May the family be comforted among the mourners of Zion.
Ruth Bevan Dunner"
"I was saddened to hear of the passing of Dr. Normal Adler. I took Introduction to Behavioral Neuroscience with Dr. Adler. But, the course was more than just a class. He opened up my world to so much more than just neuroscience. His kindness and soft-spokenness touched me. He taught me the world is wondrous and has so much good. He was phenomenal and I shall never forget him. Tiheyeh nishmato serurah besror hachayim.
"I'm shocked and greatly saddened to hear of Professor Adler's petira. Like Noam, I too was in Professor's last YU class of "Psychology of Religion" last semester. I don't think there was a class in my 4 years of YU that I so thoroughly enjoyed as much as I did that one. We had some of the most meaningful and thought-provoking conversations and class discussions. Perhaps the most meaningful part about it was just how much Professor Adler truly cared about us and our thoughts on the issues at hand. He really cared about our futures and how we spent our lives. He would routinely bring special resources, materials, and objects to class because he had been thinking about us during the week and felt this would make us happy and more interested in the the topic and further the discussion. While he was clearly a brilliant man, it was his heart that perhaps left the biggest impression on us students. Sometimes after class, I and a few other students who were particularly close with him would just stay for over a half hour after class just schmoozing about the class discussion in more detail and we would have very personal and deep discussions about life. As Noam said, Professor Adler was 100% serious about having a class shabbaton, and we we're equally excited about it - it would have been great. After my time studying with Professor Adler, I felt that my mind, heart, and soul were greatly influenced in a plethora of ways. The variety of sources of knowledge he introduced us too, and his deeply sincere and open-minded approach to analyzing life was simply unforgettable. Professor Adler made us better people, and also better Jews. He will always have a special place in my heart. My condolences to his family. Take comfort in the knowledge that he was a man who "brought blessings to those around him". Professor, you'll be missed."

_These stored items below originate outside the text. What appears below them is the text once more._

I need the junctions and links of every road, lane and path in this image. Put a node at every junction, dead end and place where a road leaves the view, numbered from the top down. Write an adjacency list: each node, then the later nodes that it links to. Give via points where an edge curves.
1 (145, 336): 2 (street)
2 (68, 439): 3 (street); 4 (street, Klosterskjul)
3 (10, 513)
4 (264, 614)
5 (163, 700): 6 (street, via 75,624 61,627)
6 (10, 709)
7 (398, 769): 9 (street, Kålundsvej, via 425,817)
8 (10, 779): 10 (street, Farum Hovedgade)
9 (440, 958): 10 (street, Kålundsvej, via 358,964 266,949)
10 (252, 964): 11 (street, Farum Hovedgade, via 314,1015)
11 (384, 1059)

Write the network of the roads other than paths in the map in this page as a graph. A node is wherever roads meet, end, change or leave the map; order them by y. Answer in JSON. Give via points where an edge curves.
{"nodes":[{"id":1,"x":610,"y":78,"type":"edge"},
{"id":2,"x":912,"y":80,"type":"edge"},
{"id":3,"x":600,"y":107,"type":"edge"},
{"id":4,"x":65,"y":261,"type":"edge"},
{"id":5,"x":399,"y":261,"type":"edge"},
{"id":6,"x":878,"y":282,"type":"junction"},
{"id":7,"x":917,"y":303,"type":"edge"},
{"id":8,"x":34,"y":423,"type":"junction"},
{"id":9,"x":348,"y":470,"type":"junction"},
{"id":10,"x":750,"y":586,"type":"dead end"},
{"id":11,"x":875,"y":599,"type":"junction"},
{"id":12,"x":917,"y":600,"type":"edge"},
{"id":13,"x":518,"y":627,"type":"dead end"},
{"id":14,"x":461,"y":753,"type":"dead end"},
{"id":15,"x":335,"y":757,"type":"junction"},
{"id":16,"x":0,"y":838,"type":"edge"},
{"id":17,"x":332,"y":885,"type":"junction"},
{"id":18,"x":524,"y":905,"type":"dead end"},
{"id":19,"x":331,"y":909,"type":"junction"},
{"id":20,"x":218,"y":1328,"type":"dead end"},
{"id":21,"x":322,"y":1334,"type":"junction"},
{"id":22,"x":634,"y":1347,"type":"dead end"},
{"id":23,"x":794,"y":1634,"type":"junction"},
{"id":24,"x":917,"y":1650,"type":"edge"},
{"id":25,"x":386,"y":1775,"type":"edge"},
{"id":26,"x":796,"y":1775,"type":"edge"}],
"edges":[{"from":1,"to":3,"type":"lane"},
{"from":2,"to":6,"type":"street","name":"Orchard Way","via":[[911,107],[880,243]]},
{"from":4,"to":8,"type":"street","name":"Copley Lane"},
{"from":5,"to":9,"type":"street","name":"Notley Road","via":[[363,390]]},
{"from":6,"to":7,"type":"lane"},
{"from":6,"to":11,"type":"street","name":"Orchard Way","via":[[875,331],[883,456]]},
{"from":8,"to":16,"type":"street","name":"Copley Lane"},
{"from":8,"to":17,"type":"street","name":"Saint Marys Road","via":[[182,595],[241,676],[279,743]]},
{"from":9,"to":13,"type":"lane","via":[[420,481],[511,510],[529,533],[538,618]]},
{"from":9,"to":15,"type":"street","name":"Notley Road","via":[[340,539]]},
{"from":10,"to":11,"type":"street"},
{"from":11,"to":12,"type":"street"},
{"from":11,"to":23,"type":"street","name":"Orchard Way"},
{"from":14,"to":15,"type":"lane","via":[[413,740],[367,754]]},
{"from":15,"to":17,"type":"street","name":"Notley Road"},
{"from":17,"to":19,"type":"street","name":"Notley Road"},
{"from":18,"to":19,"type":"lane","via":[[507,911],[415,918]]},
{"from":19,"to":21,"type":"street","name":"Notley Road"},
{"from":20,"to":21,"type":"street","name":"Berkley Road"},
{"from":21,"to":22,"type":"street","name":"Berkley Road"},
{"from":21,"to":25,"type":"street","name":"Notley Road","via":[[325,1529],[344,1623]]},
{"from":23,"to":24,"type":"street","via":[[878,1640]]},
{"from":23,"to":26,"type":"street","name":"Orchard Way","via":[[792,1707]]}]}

"It's with great sadness that I hear of the passing of this great professor. I was privileged to take him last semester for Psychology of Religion. He was truly passionate about what he taught and that was obvious to every one of us there. On a personal level, he was easy to talk to, genuinely cared about all of us and was such an enjoyable presence to be around. Never have I had a professor with whom I tried to organize a class shabbaton and that is indicative of the the great closeness we felt towards him. He will surely be missed but the impact he made on so many students will remain forever."